A Preventive Health 2011 study found that an accumulation of 8,000 steps a day represents a reasonable goal for at least 30 minutes of moderate to vigorous activity. More walking provides better health outcomes, the report said, and 10,000 steps is more in line with 40 to 47 minutes of activity.
Another 2004 study found that the higher 10,000-step goal wasn’t sustainable for some groups such as older adults or those with chronic disease.
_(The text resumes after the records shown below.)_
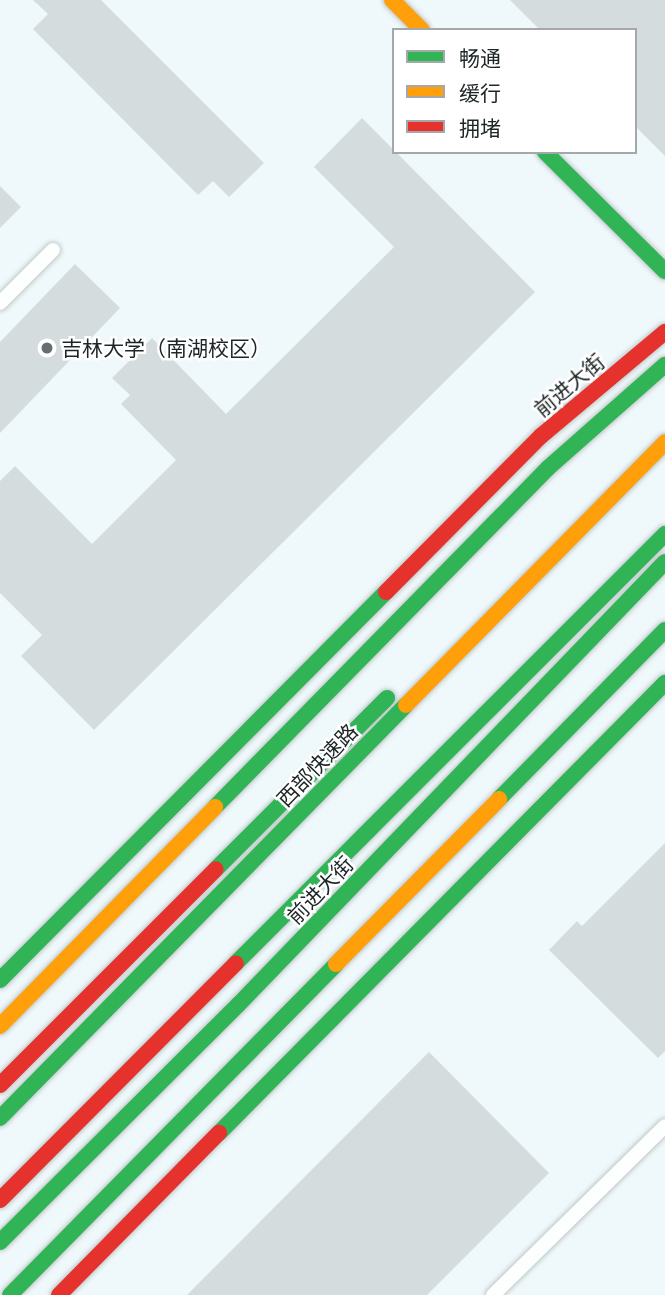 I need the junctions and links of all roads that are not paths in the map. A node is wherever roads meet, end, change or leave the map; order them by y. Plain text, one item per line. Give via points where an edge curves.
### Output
1 (392, 0) edge
2 (420, 28) edge
3 (547, 154) edge
4 (53, 250) dead end
5 (665, 270) edge
6 (0, 303) edge
7 (665, 332) edge
8 (665, 365) edge
9 (660, 435) edge
10 (665, 534) edge
11 (665, 562) edge
12 (479, 605) dead end
13 (665, 630) edge
14 (665, 683) edge
15 (401, 684) dead end
16 (0, 980) edge
17 (0, 1026) edge
18 (0, 1085) edge
19 (0, 1118) edge
20 (665, 1126) edge
21 (0, 1200) edge
22 (0, 1242) edge
23 (10, 1295) edge
24 (59, 1295) edge
25 (493, 1295) edge

1 - 2 main road
3 - 5 main road
4 - 6 lane
7 - 16 main road, 前进大街 via 541,436
8 - 17 main road via 548,468
9 - 12 main road
9 - 19 main road, 西部快速路
10 - 21 main road
11 - 22 main road, 前进大街 via 239,1004
13 - 23 main road
14 - 24 main road
15 - 18 main road
20 - 25 lane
Meanwhile, it found that measure isn’t enough for children who need at least an hour of activity and exercise daily.
Fewer than 5,000 steps a day for an adult might be used as a “sedentary lifestyle index,” the report said.
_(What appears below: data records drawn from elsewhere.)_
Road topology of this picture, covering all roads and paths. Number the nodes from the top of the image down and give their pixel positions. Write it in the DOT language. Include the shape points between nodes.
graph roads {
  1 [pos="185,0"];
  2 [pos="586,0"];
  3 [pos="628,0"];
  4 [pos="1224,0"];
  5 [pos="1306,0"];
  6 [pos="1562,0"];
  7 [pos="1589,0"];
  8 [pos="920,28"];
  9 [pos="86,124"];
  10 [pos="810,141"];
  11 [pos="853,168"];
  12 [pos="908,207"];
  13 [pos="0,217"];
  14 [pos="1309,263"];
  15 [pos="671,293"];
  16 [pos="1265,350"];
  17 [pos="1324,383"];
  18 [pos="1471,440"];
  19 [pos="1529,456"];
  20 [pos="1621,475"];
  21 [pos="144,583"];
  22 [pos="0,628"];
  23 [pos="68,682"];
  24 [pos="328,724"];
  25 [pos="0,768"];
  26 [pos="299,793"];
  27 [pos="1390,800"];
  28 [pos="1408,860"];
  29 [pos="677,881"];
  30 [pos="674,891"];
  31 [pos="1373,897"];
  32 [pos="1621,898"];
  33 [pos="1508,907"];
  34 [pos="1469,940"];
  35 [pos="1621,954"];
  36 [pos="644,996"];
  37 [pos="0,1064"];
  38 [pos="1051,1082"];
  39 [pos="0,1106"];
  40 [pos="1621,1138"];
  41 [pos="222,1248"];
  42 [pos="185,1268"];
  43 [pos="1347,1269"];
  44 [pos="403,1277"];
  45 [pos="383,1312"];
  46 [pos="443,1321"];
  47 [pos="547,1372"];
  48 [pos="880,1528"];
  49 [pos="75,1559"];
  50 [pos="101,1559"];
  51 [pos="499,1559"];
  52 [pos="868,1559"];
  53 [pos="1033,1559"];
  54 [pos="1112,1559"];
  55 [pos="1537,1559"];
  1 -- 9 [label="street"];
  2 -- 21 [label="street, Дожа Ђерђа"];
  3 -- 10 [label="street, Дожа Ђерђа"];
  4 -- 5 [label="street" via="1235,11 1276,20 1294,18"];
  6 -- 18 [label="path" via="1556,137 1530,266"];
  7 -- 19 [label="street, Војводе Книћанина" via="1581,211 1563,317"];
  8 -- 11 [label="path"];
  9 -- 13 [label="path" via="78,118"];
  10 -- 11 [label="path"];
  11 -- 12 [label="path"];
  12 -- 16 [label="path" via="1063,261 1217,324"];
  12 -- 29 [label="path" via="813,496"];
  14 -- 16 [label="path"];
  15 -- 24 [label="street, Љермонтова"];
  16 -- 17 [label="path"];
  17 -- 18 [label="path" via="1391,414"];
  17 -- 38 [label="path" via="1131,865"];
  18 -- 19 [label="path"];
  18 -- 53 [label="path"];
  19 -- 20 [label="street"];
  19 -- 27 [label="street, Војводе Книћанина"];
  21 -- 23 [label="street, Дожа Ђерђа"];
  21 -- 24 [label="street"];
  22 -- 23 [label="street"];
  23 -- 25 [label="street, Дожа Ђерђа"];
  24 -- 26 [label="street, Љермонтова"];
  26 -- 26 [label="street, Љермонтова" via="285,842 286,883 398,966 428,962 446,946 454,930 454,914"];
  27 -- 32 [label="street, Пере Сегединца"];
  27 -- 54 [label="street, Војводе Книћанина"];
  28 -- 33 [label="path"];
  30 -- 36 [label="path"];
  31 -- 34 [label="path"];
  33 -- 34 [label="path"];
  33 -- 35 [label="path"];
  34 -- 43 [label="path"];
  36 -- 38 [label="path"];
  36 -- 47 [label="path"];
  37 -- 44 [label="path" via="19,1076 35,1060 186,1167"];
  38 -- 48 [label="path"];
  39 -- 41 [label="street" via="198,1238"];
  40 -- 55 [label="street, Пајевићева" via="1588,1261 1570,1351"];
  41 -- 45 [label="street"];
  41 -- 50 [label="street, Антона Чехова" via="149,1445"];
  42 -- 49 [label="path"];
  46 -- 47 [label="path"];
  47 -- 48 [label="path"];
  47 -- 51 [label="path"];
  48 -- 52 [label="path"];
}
A Fitbit article on the company’s website said although an initial Japanese marketing campaign to help sell pedometers initially set the bar, medical experts today agree on 10,000 steps as a healthy target.
The 10,000-step measure equates to roughly 5 miles, the company said. “The benefits are many, lower BMI, reduced waist size, increased energy, and less risk for Type 2 diabetes and heart disease.”
Perhaps the tracker pops up with a little reminder to get up from your desk, as another benefit.
Duncan knows people might forget or get too busy to take walking breaks, perhaps when they’re finishing a project on deadline. But it can help you to heed those messages to take just 120 steps.
“Maybe you need to take an activity break, go take a short walk whether it’s up and down the stairs or around the floor,” Duncan said. “It’s something to break up the deleterious consequences of just sitting all the time.”
What if it’s late at night and you’re 200 steps short of that 10,000? Don’t sweat it.
“It doesn’t really matter,” Duncan said. “It’s just a good guide. If you’re at 9,800 steps, don’t beat yourself up. There’s nothing wrong with 9,800 steps.”
That said, Duncan doesn’t track his own daily steps but rather works out intensively four or five times a week. But he also walks regularly – to the bus, to work and down the street with his dog, an original fitness tracker.